Tuesday, October 12, 2010

Day Two Forty Five - Results

Well folks it sure has been an eventful day for me, thankfully all the minor hiccups have been resolved! And without further ado, let's get to those results right?

Contestant Number #1 - Fondue : Unfortunately this fantastic melted bowl of goodness is not this week's winner, why you may ask? Well that's because even though the curds have such an ease of meltability, they do not function as successfully when combined with other cheeses in a dip or fondue setting. Should the curds be combined with other cheeses, it is best to do so in the form of a sauce for a pasta dish such as mac n' cheese, so that it has a form of carb absorption.

Contestant Number #3 - Pizza : This was an easy no as well, however again, you might ask why. You must think, if she just told me that curds when melted could potentially work with other cheeses with the backdrop of a carb, why wouldn't they work with a pizza crust and in this case, my honest response is that white cheddar curds or cheese curds in general do not meld with tomato sauce in terms of the nuances of each's flavor profile. So then you might say, why couldn't you utilize other toppings for the pizza? Yes you definitely could but if you ask me, the best usage of cheese curds is in baking which brings us to why contestant number two has won this week.

Contestant Number #2 - Muffins : Our winner this week because as previously mentioned the best use of cheese curds is in baking -- easy to blend in with a bread or muffin batter and when baked, you will get multiple cheesy morsels of goodness in every bite, each more concentrated than say grating cheese into a batter; this way you won't get hints of cheese but it will be a more forward cheese presence. With that let's get to the recipe for this week!

Two Cheddar Dill Chive Muffins


3 eggs
1 cup of all purpose flour
1 cup of gluten free flour (This will make the muffins gummier and chewier!)
1/2 tablespoon baking powder
1/2 tablespoon baking soda
1/3 cup of EVOO
1/2 cup of buttermilk
1 8oz bag of white cheddar dill cheese curds
1/2 lb of Grafton village 1 year aged cheddar
2 tablespoons dices chives
Salt
Black pepper
Crushed Red Pepper

Preheat oven to 375.
Combine dry ingredients, herbs, salt, pepper, and a teaspoon of crushed red pepper. Combine wet ingredients with curds and 2/3rds of the grated Grafton. Now whisk everything together and place in muffin tins, sprinkle the remaining cheese on top of each muffin and place in the oven for 25 to 30 minutes or until golden brown. Upon taking a bite, you will get the young creamy punch of the curds with the nutty firm notes of the aged Cheddar!

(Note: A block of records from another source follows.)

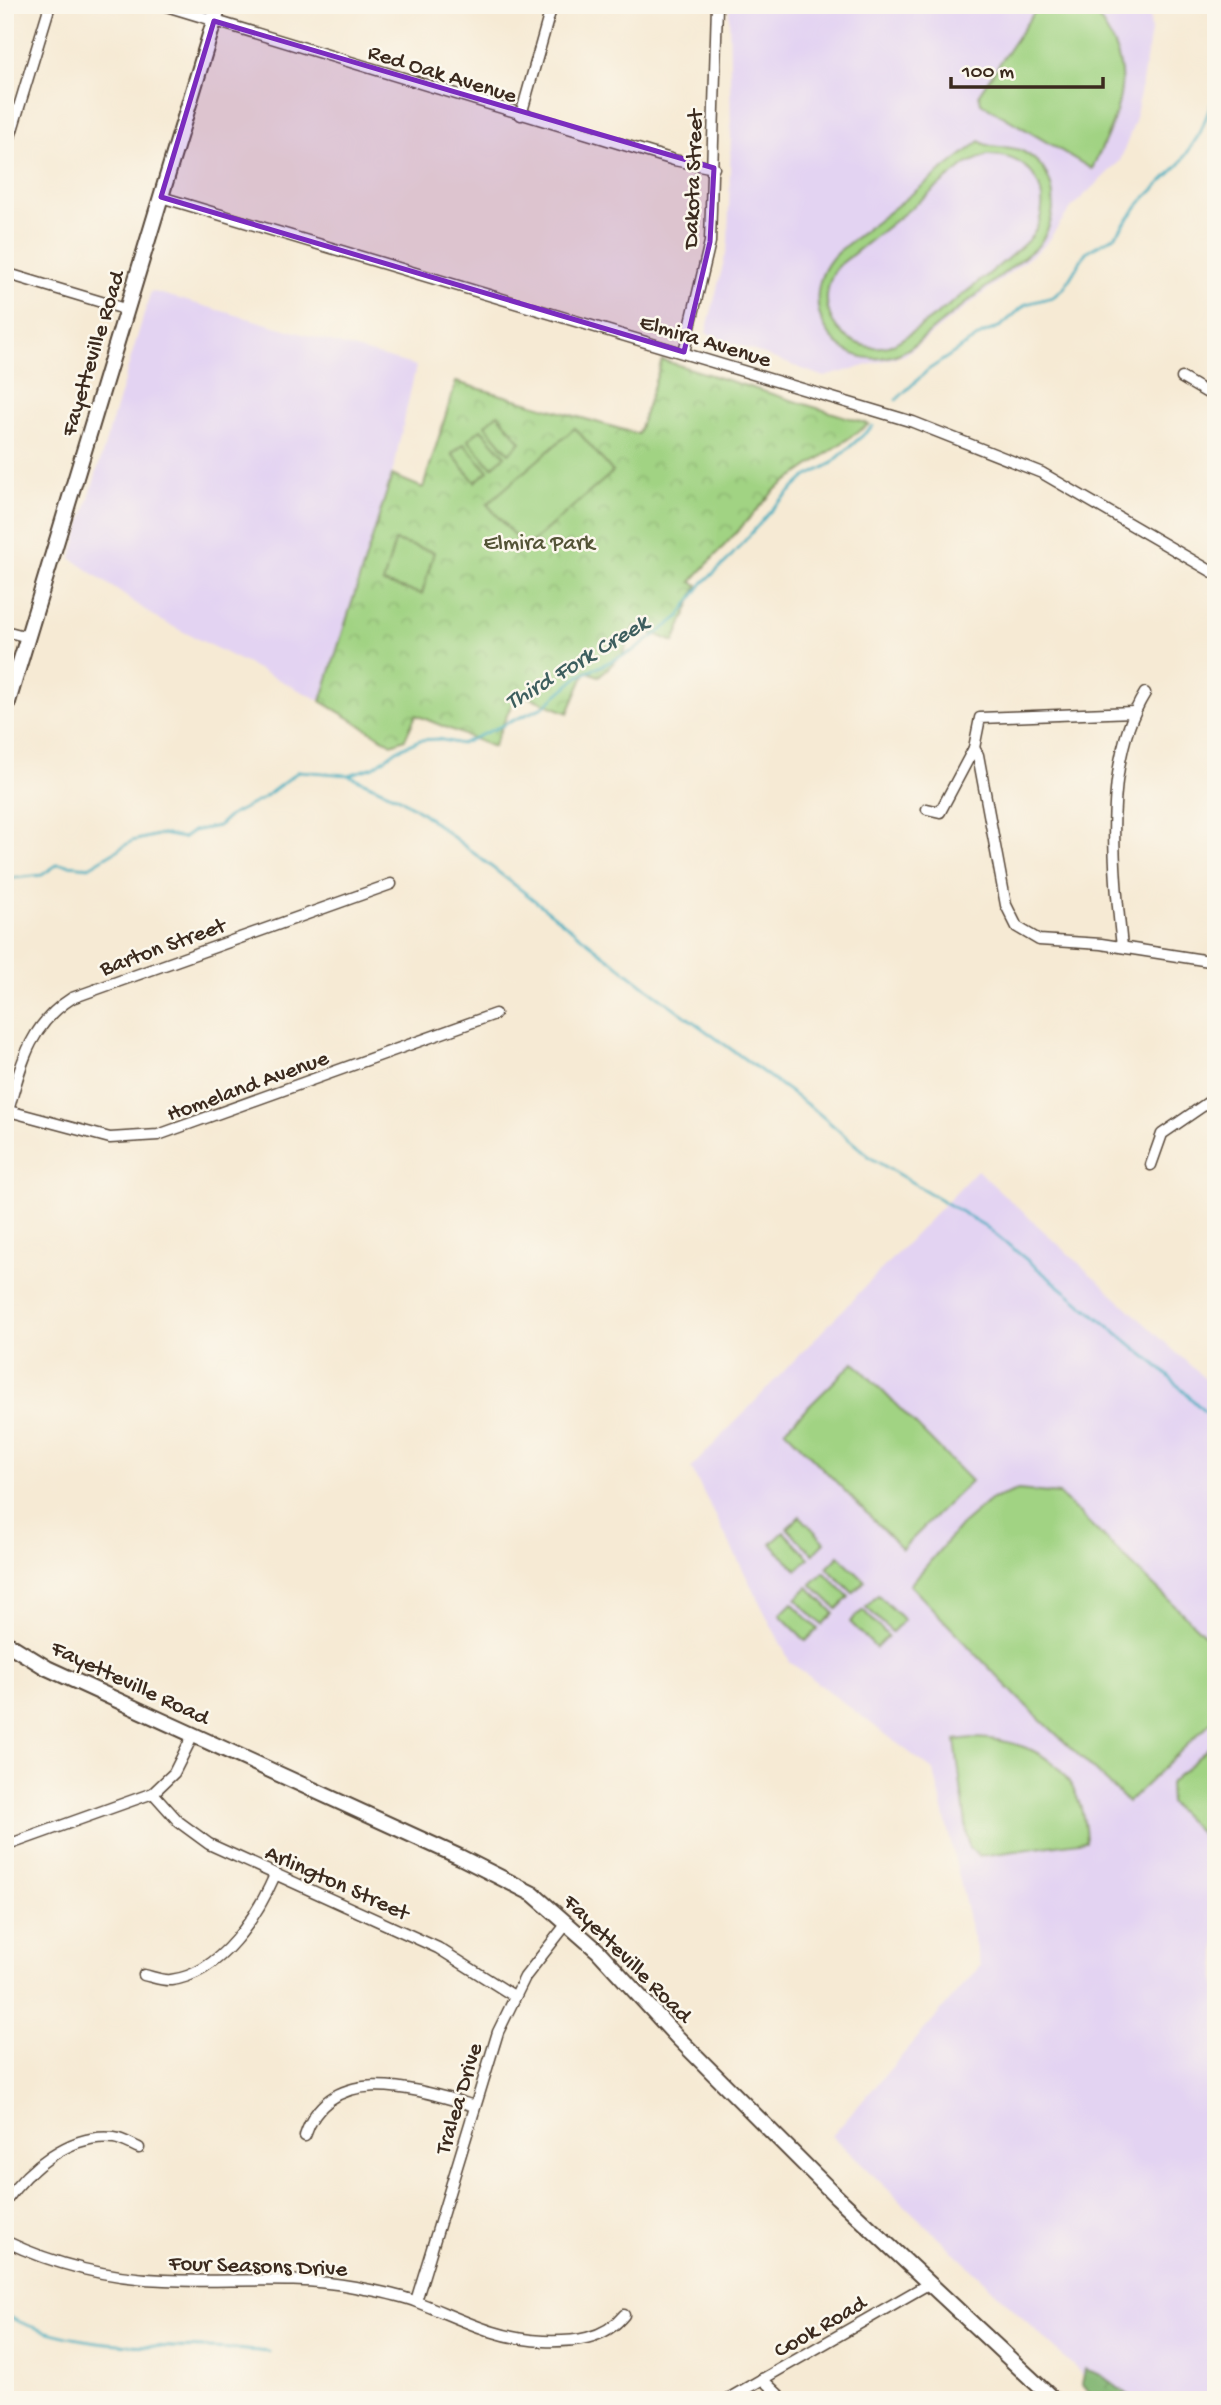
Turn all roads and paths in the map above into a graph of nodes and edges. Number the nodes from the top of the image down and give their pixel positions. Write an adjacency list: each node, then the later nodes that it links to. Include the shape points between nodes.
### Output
1 (50, 5): 9 (street)
2 (163, 5): 7 (street, Red Oak Avenue)
3 (219, 5): 7 (main road, Fayetteville Road)
4 (524, 5): 6 (street)
5 (717, 5): 10 (street, Dakota Street)
6 (551, 9): 8 (street)
7 (214, 21): 8 (street, Red Oak Avenue); 11 (main road, Fayetteville Road)
8 (521, 115): 10 (street, Red Oak Avenue)
9 (5, 153)
10 (714, 168): 14 (street, Dakota Street, via 709,252)
11 (161, 197): 13 (main road, Fayetteville Road); 14 (street, Elmira Avenue)
12 (5, 273): 13 (street)
13 (128, 310): 19 (main road, Fayetteville Road)
14 (684, 352): 17 (street, Elmira Avenue, via 913,422 1016,461)
15 (1182, 377): 16 (street)
16 (1216, 398)
17 (1215, 572)
18 (5, 631): 19 (street)
19 (28, 637): 21 (main road, Fayetteville Road)
20 (1145, 693): 22 (street)
21 (5, 712)
22 (1133, 712): 23 (street, via 980,718); 26 (street, via 1117,789 1115,849)
23 (974, 748): 24 (street, via 940,812); 26 (street, via 1012,921 1039,940)
24 (927, 809)
25 (391, 884): 30 (street, Barton Street, via 72,998 48,1016 32,1037)
26 (1122, 947): 27 (street)
27 (1216, 962)
28 (495, 1014): 30 (street, Homeland Avenue, via 158,1135 110,1138)
29 (1216, 1097): 31 (street, via 1162,1134)
30 (6, 1111)
31 (1151, 1165)
32 (5, 1642): 33 (main road, Fayetteville Road, via 47,1668)
33 (194, 1735): 34 (street, via 174,1773); 37 (main road, Fayetteville Road, via 521,1887)
34 (153, 1793): 35 (street); 36 (street, Arlington Street, via 198,1837)
35 (5, 1846)
36 (275, 1875): 38 (street, via 250,1923 217,1956 179,1978); 39 (street, Arlington Street, via 438,1948)
37 (568, 1922): 39 (street, Tralea Drive); 45 (main road, Fayetteville Road, via 686,2047)
38 (144, 1975)
39 (514, 1996): 40 (street, Tralea Drive)
40 (474, 2106): 41 (street, via 414,2088 365,2087 325,2103 311,2118); 46 (street, Tralea Drive)
41 (306, 2136)
42 (139, 2148): 43 (street, via 115,2138 77,2144 43,2161)
43 (5, 2202)
44 (5, 2241): 46 (street, Four Seasons Drive, via 102,2274 162,2280 329,2283)
45 (930, 2283): 48 (street, Cook Road); 51 (main road, Fayetteville Road)
46 (416, 2301): 47 (street, Four Seasons Drive, via 483,2330 536,2341 593,2337 614,2329)
47 (624, 2315)
48 (762, 2379): 49 (street, Cook Road); 50 (street)
49 (726, 2400)
50 (784, 2400)
51 (1054, 2400)

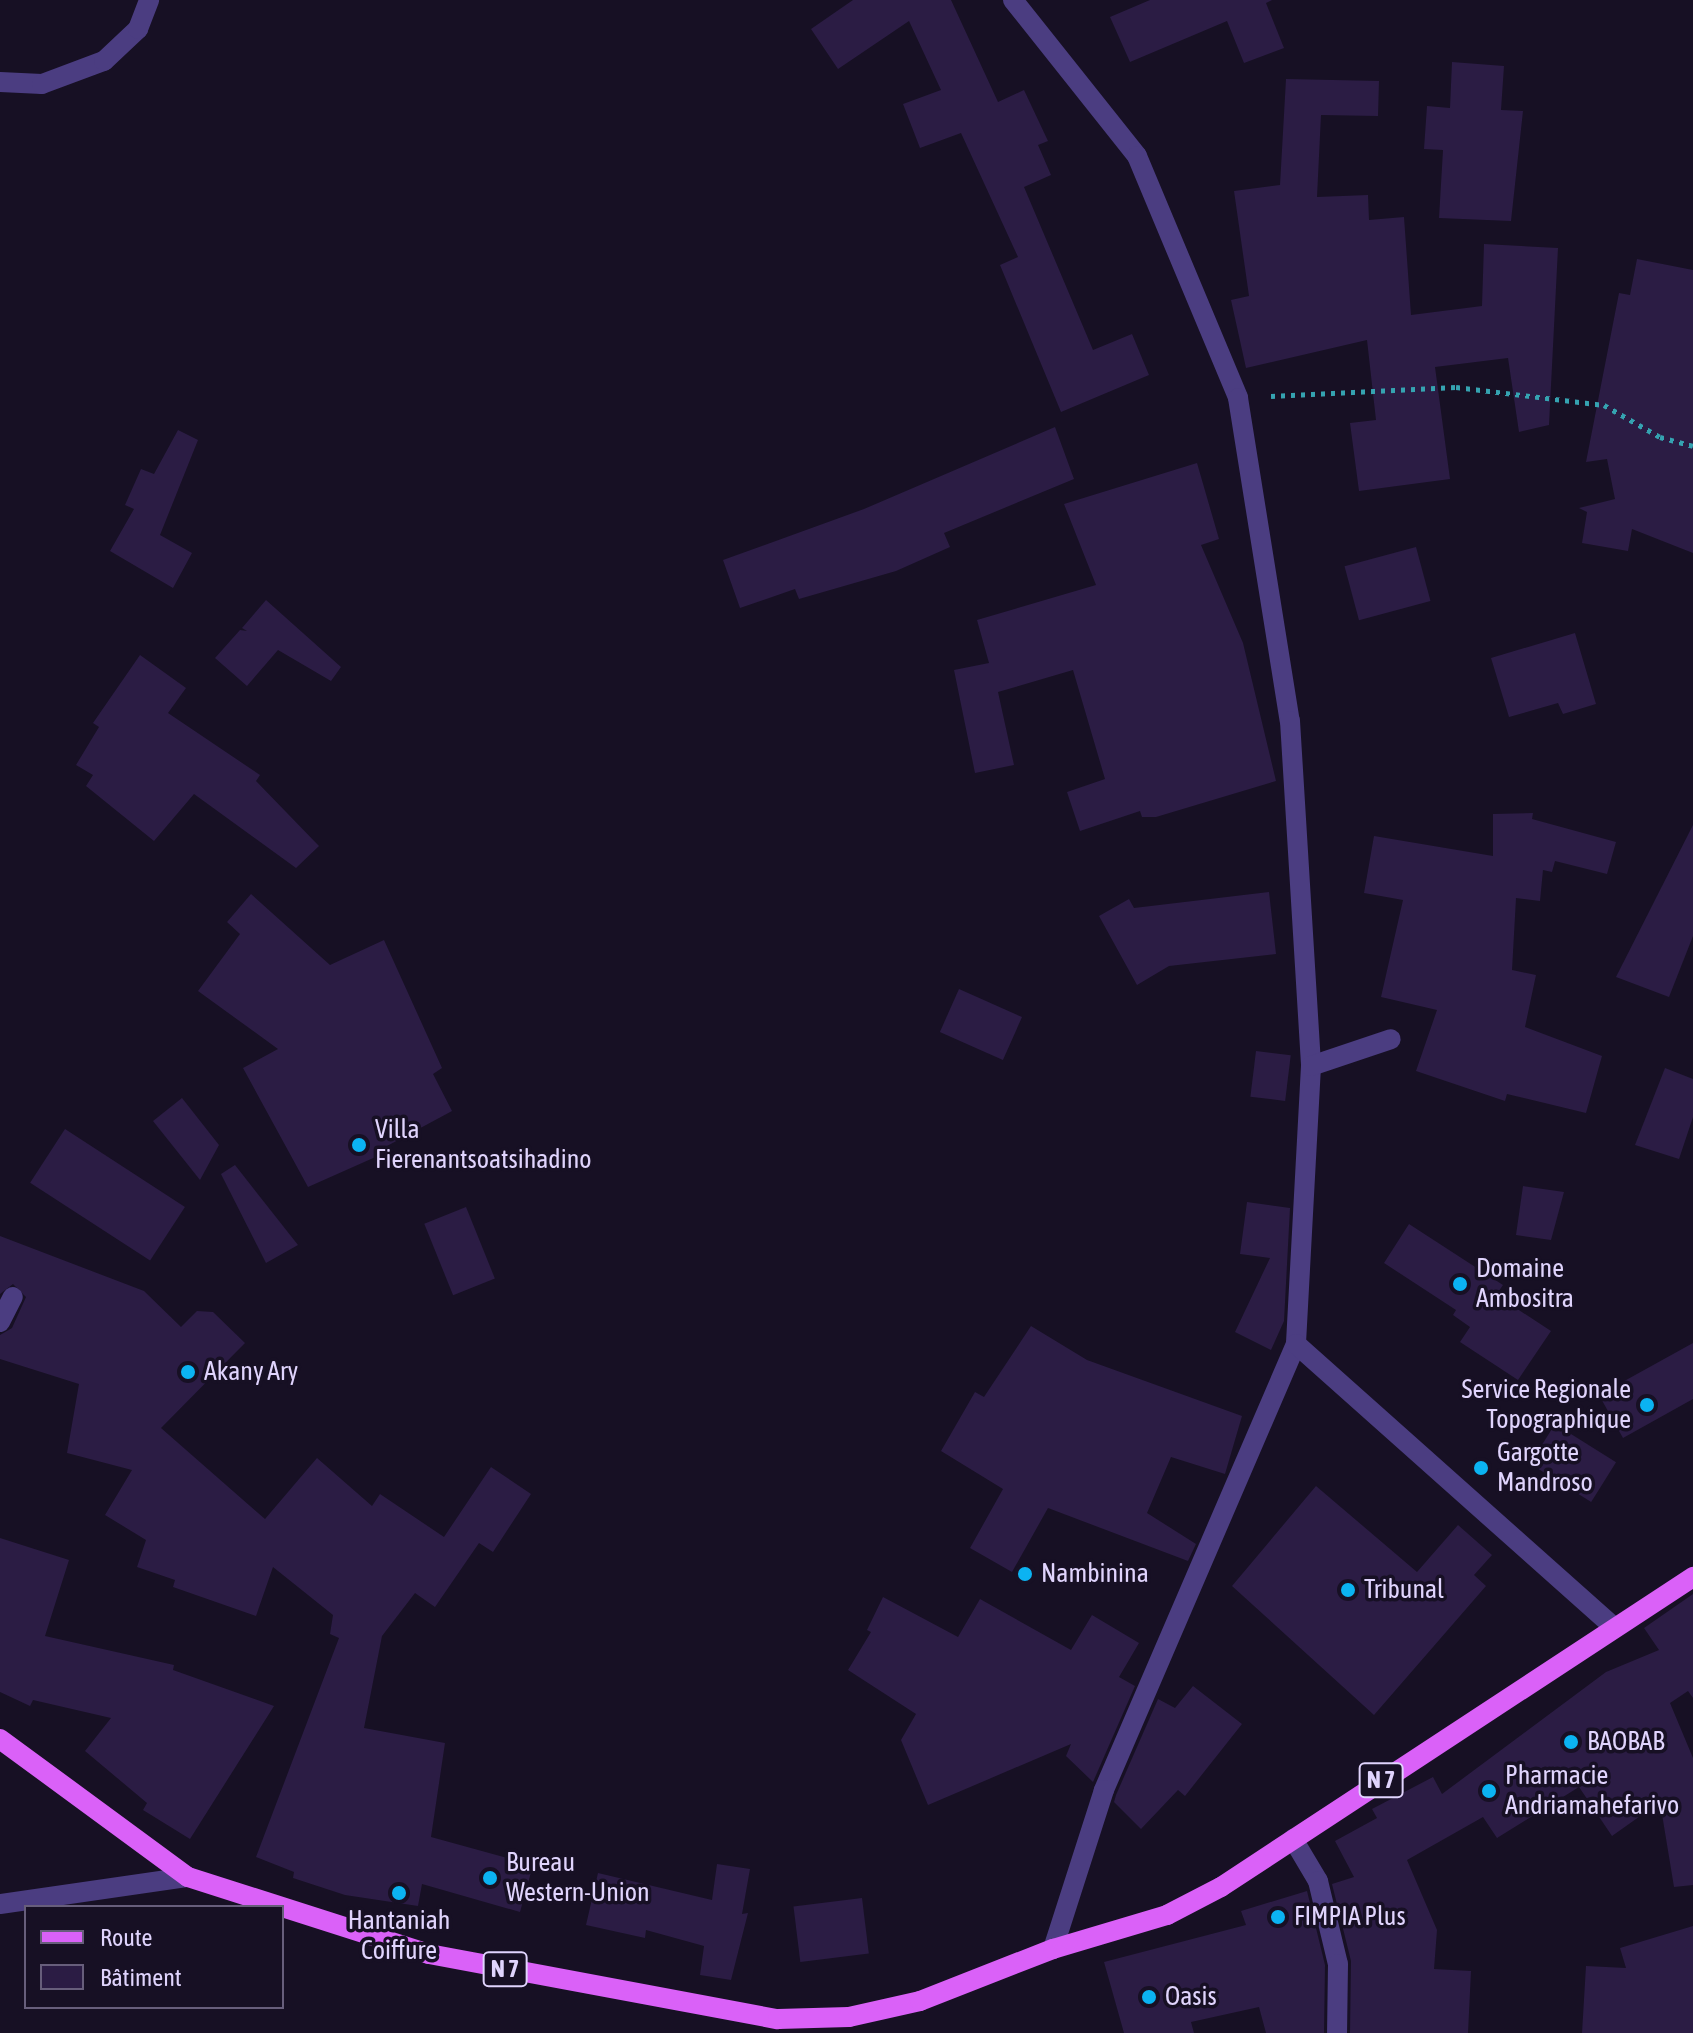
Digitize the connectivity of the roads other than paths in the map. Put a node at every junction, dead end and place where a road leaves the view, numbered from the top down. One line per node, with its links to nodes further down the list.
1 (149, 0): 3 (street)
2 (1013, 0): 5 (street)
3 (0, 82)
4 (1391, 1039): 5 (street)
5 (1311, 1066): 8 (street)
6 (13, 1297): 7 (street)
7 (0, 1322)
8 (1296, 1344): 10 (street); 17 (street)
9 (1693, 1577): 10 (main road, N 7)
10 (1612, 1626): 12 (main road, N 7)
11 (0, 1739): 13 (main road, N 7)
12 (1293, 1839): 17 (main road, N 7); 18 (street)
13 (188, 1877): 14 (street); 15 (main road, N 7)
14 (0, 1904)
15 (276, 1905)
16 (284, 1908): 17 (main road, N 7)
17 (1053, 1949)
18 (1337, 2033)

As promised, another curdy idea could be making a white cheddar dill cheese polenta with Rosemary and thyme and topped with mixed mushrooms and wilted arugula. I tend to be a little lazy and do buy the Roland polenta cornmeal mixture which is easily cooked in a decently sized sauce pot with some water, EVOO, the herbs I mentioned, of course the curds and some garlic. Cook over lowheat until polenta thickens. While the polenta is cooking, dice up a nice melody of mushrooms and sauté with olive oil, balsamic vinegar, a little mustard, some red wine, shallots and oregano. For the wilted arugula, you need to just throw it in a pan with some EVOO for about three minutes. Once everything is finished, place a nice large spoonful of polenta in a bowl, top with some wilted arugula, sauteed mushrooms, and slivers of Parmesan and now you have a delish dinner!